Problem details:
Return the records in full, exactly as given.

Segment Start: Input data

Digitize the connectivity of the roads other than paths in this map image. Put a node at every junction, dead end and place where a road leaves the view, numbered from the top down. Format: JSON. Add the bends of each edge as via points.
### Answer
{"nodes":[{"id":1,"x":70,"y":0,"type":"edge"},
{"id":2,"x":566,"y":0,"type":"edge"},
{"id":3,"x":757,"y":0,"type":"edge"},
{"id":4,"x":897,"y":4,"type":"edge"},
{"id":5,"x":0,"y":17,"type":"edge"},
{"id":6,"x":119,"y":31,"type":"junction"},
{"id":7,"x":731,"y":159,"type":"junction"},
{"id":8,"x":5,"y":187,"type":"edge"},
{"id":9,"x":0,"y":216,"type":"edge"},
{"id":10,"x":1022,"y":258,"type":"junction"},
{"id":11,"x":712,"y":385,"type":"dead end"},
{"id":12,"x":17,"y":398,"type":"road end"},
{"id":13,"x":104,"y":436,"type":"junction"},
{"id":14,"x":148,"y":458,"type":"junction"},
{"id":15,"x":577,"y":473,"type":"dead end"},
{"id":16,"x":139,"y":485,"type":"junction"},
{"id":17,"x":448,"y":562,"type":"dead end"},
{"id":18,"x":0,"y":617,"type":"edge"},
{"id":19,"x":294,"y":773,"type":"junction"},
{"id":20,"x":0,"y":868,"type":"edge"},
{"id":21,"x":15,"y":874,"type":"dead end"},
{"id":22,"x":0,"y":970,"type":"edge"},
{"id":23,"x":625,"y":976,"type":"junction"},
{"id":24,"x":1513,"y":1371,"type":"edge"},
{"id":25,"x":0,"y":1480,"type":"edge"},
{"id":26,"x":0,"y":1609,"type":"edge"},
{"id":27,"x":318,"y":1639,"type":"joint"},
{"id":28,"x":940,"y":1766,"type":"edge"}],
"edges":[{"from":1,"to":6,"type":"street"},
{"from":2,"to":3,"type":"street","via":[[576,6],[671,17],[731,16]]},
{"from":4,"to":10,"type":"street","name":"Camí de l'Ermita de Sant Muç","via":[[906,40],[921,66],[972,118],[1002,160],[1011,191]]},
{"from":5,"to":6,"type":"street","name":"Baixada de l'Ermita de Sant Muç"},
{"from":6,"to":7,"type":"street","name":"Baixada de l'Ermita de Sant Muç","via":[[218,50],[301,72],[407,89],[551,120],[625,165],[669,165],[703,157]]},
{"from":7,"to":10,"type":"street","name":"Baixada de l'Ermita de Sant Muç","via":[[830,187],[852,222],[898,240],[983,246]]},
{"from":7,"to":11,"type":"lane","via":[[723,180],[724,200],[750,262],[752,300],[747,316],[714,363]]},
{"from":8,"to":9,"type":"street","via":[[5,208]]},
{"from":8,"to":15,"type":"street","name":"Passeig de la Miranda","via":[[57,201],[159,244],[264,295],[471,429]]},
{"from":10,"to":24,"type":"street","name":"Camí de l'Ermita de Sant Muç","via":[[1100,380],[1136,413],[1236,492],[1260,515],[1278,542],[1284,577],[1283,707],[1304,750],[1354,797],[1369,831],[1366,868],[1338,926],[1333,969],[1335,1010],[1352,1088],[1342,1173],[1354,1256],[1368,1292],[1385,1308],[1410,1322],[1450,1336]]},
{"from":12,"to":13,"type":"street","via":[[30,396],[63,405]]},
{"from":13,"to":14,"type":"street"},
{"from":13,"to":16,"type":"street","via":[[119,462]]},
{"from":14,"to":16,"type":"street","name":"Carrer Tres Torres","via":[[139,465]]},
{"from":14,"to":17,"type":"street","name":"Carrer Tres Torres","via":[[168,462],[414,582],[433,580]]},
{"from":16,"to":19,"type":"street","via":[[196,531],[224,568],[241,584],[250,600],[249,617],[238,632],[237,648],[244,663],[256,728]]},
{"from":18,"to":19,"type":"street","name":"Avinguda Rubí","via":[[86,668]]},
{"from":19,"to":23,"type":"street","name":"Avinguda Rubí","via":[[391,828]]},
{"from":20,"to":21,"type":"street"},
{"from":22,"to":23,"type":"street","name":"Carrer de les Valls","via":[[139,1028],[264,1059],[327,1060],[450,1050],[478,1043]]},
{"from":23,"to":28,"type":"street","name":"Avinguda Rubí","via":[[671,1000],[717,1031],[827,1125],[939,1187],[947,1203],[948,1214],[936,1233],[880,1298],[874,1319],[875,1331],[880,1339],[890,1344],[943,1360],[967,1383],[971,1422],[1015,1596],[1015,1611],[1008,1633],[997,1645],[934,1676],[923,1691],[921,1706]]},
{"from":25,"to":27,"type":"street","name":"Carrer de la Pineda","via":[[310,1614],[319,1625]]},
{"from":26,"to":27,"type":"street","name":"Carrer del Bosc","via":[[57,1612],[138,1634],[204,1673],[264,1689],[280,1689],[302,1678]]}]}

Segment End: Input data

Answer section:
Digitize the connectivity of the roads other than paths in this map image. Put a node at every junction, dead end and place where a road leaves the view, numbered from the top down. Format: JSON. Add the bends of each edge as via points.
### Answer
{"nodes":[{"id":1,"x":70,"y":0,"type":"edge"},
{"id":2,"x":566,"y":0,"type":"edge"},
{"id":3,"x":757,"y":0,"type":"edge"},
{"id":4,"x":897,"y":4,"type":"edge"},
{"id":5,"x":0,"y":17,"type":"edge"},
{"id":6,"x":119,"y":31,"type":"junction"},
{"id":7,"x":731,"y":159,"type":"junction"},
{"id":8,"x":5,"y":187,"type":"edge"},
{"id":9,"x":0,"y":216,"type":"edge"},
{"id":10,"x":1022,"y":258,"type":"junction"},
{"id":11,"x":712,"y":385,"type":"dead end"},
{"id":12,"x":17,"y":398,"type":"road end"},
{"id":13,"x":104,"y":436,"type":"junction"},
{"id":14,"x":148,"y":458,"type":"junction"},
{"id":15,"x":577,"y":473,"type":"dead end"},
{"id":16,"x":139,"y":485,"type":"junction"},
{"id":17,"x":448,"y":562,"type":"dead end"},
{"id":18,"x":0,"y":617,"type":"edge"},
{"id":19,"x":294,"y":773,"type":"junction"},
{"id":20,"x":0,"y":868,"type":"edge"},
{"id":21,"x":15,"y":874,"type":"dead end"},
{"id":22,"x":0,"y":970,"type":"edge"},
{"id":23,"x":625,"y":976,"type":"junction"},
{"id":24,"x":1513,"y":1371,"type":"edge"},
{"id":25,"x":0,"y":1480,"type":"edge"},
{"id":26,"x":0,"y":1609,"type":"edge"},
{"id":27,"x":318,"y":1639,"type":"joint"},
{"id":28,"x":940,"y":1766,"type":"edge"}],
"edges":[{"from":1,"to":6,"type":"street"},
{"from":2,"to":3,"type":"street","via":[[576,6],[671,17],[731,16]]},
{"from":4,"to":10,"type":"street","name":"Camí de l'Ermita de Sant Muç","via":[[906,40],[921,66],[972,118],[1002,160],[1011,191]]},
{"from":5,"to":6,"type":"street","name":"Baixada de l'Ermita de Sant Muç"},
{"from":6,"to":7,"type":"street","name":"Baixada de l'Ermita de Sant Muç","via":[[218,50],[301,72],[407,89],[551,120],[625,165],[669,165],[703,157]]},
{"from":7,"to":10,"type":"street","name":"Baixada de l'Ermita de Sant Muç","via":[[830,187],[852,222],[898,240],[983,246]]},
{"from":7,"to":11,"type":"lane","via":[[723,180],[724,200],[750,262],[752,300],[747,316],[714,363]]},
{"from":8,"to":9,"type":"street","via":[[5,208]]},
{"from":8,"to":15,"type":"street","name":"Passeig de la Miranda","via":[[57,201],[159,244],[264,295],[471,429]]},
{"from":10,"to":24,"type":"street","name":"Camí de l'Ermita de Sant Muç","via":[[1100,380],[1136,413],[1236,492],[1260,515],[1278,542],[1284,577],[1283,707],[1304,750],[1354,797],[1369,831],[1366,868],[1338,926],[1333,969],[1335,1010],[1352,1088],[1342,1173],[1354,1256],[1368,1292],[1385,1308],[1410,1322],[1450,1336]]},
{"from":12,"to":13,"type":"street","via":[[30,396],[63,405]]},
{"from":13,"to":14,"type":"street"},
{"from":13,"to":16,"type":"street","via":[[119,462]]},
{"from":14,"to":16,"type":"street","name":"Carrer Tres Torres","via":[[139,465]]},
{"from":14,"to":17,"type":"street","name":"Carrer Tres Torres","via":[[168,462],[414,582],[433,580]]},
{"from":16,"to":19,"type":"street","via":[[196,531],[224,568],[241,584],[250,600],[249,617],[238,632],[237,648],[244,663],[256,728]]},
{"from":18,"to":19,"type":"street","name":"Avinguda Rubí","via":[[86,668]]},
{"from":19,"to":23,"type":"street","name":"Avinguda Rubí","via":[[391,828]]},
{"from":20,"to":21,"type":"street"},
{"from":22,"to":23,"type":"street","name":"Carrer de les Valls","via":[[139,1028],[264,1059],[327,1060],[450,1050],[478,1043]]},
{"from":23,"to":28,"type":"street","name":"Avinguda Rubí","via":[[671,1000],[717,1031],[827,1125],[939,1187],[947,1203],[948,1214],[936,1233],[880,1298],[874,1319],[875,1331],[880,1339],[890,1344],[943,1360],[967,1383],[971,1422],[1015,1596],[1015,1611],[1008,1633],[997,1645],[934,1676],[923,1691],[921,1706]]},
{"from":25,"to":27,"type":"street","name":"Carrer de la Pineda","via":[[310,1614],[319,1625]]},
{"from":26,"to":27,"type":"street","name":"Carrer del Bosc","via":[[57,1612],[138,1634],[204,1673],[264,1689],[280,1689],[302,1678]]}]}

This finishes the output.